There can be no question, that so long as Runjeet Singh held the government, this and subsequent treaties would have remained inviolate. He knew the power and influence of the English well enough to desire their friendship, rather than their enmity. But this was not the case with his successors, whose policy was guided by views of self-aggrandizement, rather than by the weal of their people, by which they lost their hold over them.
Up to this time, the British had adopted only precautionary measures for the protection of their frontier states. The Governor-General, Lord Hardinge, had joined the Commander-in-Chief, Sir Hugh Gough, at Umballa, early in December; and as soon as the rumour gained ground, that the Sikh forces were marching towards the Sutlej, the troops in the upper provinces received marching orders, and all were speedily on the move. The corps stationed at Umballa, Loodianna, and Ferozepore, amounted to about 30,000 men, with 70 field-guns; and as Ferozepore, which was then occupied by Sir John Littler, was the most exposed, the troops from Umballa were sent to his support, and only a small garrison was left at Loodianna, in order that as large a body of available men as possible, should be placed at the disposal of Sir H. Gough to give battle to the Sikhs, should they carry out their threat of crossing the Sutlej.
This, as we have seen, they actually did on the 13th; but so great was the influence which Captain Nicolson exercised over some of their chiefs, that he prevailed upon Lall Singh to divide his forces; and it was only a division of the Sikhs which fought at Moodkee on the 18th of December.
The Sikh army numbered from 35,000 to 40,000 men, with 50 pieces of heavy artillery, besides a reserve force stationed near Loodianna, to act according to circumstances. The army of invasion consequently more than doubled that of the British. Notwithstanding the jealousy, mistrust, and treachery which prevailed in the Sikh army, in one thing they were agreed, that they would rid the commonwealth of Govind, of their hated British allies; and that in order to accomplish this, it behoved every individual to act as if the result depended upon himself alone. The Sikhs were commanded by Tej Singh, an officer of considerable talent. They took up an entrenched position at Ferozeshah, an inconsiderable village about 10 miles from Ferozepore and the same distance from Moodkee.
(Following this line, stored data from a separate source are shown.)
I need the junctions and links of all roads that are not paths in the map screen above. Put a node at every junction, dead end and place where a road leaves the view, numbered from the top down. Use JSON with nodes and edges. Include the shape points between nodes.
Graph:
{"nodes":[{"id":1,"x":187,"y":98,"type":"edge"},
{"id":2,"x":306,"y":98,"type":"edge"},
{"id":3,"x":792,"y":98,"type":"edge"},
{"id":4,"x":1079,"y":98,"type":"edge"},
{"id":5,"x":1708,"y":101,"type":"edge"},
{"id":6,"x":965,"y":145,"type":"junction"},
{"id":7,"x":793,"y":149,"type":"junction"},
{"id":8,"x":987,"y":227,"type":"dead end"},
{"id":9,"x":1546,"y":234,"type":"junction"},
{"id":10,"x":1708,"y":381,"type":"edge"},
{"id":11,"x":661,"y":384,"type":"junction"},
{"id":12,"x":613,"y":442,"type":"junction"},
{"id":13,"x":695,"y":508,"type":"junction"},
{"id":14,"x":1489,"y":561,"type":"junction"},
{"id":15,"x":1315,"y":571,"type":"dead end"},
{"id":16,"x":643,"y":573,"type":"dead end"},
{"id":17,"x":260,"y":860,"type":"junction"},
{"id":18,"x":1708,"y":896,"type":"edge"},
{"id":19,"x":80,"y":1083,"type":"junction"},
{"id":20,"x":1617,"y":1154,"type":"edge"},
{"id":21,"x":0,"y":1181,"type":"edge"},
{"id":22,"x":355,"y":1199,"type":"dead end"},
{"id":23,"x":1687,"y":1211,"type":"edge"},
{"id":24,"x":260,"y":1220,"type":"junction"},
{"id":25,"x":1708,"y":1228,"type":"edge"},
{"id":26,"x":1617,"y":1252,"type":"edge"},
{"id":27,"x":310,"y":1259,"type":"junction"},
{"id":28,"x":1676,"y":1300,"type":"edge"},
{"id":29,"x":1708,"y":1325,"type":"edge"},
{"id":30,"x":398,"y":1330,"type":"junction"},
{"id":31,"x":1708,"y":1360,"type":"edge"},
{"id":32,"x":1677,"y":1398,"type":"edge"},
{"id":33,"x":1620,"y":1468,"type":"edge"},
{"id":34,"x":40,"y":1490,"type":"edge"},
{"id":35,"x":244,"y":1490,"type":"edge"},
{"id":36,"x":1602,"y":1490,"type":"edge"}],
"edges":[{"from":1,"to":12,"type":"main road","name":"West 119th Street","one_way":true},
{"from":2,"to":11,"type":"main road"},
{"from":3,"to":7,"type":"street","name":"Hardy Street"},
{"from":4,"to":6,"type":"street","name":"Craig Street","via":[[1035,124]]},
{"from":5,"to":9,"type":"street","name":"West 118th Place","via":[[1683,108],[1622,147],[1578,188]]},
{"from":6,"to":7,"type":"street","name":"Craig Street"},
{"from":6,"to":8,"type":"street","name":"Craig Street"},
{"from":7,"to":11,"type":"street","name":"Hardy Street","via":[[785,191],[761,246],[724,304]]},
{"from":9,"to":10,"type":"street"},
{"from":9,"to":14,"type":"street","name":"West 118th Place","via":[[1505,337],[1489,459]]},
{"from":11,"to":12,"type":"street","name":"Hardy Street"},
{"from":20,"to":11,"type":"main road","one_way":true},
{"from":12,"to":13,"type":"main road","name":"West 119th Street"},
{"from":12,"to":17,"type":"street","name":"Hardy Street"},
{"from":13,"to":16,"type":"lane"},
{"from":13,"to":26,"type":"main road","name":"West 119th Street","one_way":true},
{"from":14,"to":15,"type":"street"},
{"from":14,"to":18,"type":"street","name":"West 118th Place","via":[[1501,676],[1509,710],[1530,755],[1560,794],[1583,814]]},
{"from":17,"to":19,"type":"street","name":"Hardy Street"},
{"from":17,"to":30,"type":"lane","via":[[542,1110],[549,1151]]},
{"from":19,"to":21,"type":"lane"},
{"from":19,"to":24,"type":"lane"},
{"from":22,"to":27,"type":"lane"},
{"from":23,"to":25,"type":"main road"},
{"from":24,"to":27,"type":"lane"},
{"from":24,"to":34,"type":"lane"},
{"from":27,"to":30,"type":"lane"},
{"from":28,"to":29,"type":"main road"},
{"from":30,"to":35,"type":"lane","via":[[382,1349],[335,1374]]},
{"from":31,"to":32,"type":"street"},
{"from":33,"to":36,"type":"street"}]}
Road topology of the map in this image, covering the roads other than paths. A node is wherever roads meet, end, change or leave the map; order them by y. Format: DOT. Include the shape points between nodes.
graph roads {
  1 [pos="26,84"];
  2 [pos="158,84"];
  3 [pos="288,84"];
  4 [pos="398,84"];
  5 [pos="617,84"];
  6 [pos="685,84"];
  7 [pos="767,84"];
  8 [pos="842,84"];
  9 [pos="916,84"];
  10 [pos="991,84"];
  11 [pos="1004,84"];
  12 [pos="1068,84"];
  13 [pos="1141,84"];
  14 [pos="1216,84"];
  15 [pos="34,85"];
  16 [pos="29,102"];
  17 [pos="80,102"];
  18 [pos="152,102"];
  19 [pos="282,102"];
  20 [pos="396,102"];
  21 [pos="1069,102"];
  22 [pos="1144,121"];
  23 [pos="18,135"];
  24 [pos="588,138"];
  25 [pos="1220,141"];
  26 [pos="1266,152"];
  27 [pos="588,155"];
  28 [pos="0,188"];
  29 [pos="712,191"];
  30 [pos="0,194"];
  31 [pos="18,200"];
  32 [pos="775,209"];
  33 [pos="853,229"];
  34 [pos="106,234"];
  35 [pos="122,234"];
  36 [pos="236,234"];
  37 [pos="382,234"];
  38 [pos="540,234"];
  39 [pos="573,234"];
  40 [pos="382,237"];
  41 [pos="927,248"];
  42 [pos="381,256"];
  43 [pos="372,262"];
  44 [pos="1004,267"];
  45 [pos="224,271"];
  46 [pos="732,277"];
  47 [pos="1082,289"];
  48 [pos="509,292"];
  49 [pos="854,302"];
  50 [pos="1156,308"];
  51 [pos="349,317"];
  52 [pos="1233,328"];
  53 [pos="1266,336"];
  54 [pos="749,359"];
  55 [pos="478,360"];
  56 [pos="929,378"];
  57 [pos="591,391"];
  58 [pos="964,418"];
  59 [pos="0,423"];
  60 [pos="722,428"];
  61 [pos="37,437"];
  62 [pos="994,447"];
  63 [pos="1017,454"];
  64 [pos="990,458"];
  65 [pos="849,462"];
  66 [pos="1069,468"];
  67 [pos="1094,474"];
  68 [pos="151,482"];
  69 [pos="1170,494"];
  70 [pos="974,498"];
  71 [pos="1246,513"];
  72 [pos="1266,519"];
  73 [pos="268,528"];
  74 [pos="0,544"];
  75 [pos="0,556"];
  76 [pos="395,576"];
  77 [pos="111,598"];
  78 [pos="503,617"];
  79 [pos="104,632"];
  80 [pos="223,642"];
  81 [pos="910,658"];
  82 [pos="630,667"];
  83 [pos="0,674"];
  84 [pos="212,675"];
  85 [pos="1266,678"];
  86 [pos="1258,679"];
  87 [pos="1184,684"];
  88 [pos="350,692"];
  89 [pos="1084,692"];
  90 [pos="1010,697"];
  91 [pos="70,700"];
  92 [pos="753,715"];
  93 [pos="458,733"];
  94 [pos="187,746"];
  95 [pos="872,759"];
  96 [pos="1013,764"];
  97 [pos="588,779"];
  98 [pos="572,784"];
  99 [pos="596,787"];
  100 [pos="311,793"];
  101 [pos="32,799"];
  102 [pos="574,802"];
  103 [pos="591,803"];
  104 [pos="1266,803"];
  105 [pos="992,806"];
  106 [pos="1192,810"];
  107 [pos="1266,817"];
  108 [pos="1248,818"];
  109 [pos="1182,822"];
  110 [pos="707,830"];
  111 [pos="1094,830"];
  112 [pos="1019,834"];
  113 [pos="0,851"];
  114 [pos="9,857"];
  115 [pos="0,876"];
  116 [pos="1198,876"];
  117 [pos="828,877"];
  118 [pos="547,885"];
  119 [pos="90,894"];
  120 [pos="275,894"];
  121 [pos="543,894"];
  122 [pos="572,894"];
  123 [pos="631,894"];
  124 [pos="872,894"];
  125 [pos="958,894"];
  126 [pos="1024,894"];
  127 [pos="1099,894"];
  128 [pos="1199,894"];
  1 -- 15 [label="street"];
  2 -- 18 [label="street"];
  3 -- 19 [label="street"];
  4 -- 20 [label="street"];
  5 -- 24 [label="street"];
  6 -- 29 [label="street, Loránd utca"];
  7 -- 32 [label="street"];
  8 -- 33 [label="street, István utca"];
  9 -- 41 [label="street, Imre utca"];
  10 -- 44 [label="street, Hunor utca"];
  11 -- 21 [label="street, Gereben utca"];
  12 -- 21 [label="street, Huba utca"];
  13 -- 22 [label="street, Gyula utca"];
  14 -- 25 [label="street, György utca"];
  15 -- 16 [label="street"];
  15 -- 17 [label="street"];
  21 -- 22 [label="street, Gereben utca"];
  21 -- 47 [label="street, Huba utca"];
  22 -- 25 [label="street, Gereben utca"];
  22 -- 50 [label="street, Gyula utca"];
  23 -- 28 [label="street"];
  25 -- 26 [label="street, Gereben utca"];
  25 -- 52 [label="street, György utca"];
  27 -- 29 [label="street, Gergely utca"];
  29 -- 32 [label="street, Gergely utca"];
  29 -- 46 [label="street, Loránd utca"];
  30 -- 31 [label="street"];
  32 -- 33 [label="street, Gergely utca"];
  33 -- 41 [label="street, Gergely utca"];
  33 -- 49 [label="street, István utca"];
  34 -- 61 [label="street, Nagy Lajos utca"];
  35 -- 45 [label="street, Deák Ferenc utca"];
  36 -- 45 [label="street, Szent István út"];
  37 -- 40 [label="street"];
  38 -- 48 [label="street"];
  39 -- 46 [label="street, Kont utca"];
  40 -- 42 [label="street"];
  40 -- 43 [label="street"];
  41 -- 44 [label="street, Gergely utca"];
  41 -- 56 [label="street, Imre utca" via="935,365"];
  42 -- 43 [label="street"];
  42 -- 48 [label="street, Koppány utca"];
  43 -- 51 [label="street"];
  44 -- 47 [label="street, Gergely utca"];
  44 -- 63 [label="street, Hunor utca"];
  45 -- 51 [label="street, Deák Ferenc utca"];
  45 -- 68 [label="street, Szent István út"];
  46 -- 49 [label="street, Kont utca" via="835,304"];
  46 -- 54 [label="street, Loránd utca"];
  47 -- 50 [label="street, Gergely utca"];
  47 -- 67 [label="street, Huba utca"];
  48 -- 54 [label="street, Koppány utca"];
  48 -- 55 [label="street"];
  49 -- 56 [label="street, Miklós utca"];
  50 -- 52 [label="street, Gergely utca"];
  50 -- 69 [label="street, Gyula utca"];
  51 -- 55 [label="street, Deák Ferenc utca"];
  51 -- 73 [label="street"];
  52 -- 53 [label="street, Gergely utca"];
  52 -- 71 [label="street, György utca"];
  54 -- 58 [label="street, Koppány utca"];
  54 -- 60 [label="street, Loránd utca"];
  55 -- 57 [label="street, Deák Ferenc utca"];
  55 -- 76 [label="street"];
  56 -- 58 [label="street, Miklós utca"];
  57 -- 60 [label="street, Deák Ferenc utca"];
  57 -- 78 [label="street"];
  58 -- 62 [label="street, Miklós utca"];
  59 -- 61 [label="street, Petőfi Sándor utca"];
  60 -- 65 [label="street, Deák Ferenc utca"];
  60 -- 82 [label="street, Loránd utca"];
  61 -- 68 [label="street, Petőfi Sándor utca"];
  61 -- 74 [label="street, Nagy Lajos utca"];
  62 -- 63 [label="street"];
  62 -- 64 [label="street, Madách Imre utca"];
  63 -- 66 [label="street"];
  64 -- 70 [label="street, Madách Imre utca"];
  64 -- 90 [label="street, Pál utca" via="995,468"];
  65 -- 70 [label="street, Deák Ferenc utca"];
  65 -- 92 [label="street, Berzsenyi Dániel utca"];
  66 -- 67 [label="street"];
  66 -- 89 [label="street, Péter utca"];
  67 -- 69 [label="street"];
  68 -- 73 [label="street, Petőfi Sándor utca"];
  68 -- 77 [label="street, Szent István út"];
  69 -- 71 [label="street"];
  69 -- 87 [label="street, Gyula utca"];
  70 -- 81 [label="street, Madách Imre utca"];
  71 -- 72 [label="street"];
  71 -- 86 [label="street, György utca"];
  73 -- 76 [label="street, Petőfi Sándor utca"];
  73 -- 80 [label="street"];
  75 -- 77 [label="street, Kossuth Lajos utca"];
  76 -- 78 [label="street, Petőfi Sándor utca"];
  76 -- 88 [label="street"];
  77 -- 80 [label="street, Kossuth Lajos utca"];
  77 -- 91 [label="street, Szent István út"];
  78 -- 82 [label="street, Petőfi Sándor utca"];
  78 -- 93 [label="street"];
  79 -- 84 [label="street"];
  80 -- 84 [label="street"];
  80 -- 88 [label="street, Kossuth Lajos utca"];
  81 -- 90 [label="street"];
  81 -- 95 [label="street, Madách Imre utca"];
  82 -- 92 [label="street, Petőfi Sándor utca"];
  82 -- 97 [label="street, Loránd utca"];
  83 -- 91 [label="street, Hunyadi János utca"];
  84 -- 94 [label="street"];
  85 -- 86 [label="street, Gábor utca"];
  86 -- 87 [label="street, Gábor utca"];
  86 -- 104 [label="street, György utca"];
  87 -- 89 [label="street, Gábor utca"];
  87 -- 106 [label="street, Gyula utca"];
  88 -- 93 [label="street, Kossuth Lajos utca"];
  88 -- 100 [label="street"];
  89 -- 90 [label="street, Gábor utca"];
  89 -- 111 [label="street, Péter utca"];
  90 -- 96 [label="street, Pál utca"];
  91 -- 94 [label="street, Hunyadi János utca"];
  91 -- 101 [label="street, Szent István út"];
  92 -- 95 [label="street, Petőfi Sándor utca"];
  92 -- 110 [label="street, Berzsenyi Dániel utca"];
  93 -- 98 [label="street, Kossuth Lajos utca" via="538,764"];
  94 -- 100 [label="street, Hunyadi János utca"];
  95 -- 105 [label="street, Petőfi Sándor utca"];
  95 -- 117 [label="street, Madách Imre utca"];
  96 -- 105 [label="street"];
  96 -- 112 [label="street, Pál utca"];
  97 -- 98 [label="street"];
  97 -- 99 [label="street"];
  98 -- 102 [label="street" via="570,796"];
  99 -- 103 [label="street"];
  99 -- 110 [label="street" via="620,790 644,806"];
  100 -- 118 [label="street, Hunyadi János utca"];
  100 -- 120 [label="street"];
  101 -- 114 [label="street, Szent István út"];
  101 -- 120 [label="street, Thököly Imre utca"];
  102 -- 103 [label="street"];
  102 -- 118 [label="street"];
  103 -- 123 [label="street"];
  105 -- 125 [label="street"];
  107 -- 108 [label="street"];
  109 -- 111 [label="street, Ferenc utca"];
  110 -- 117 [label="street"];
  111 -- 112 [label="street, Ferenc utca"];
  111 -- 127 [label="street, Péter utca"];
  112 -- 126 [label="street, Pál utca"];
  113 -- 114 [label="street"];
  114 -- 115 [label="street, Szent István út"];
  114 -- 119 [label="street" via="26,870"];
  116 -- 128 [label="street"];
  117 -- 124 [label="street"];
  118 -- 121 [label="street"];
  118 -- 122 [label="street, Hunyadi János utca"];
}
General Sir John Littler was, as we have stated, lying at Ferozepore with a garrison of about 10,000 men. As the Sikhs appeared to threaten the town, the gallant general immediately led out his men, and offered them battle; this they declined, mainly it would appear, from the double dealing and artful conduct of Lall Singh and Tej Singh, who, uncertain as to the result of the present movement, were anxious to remain friends with both parties.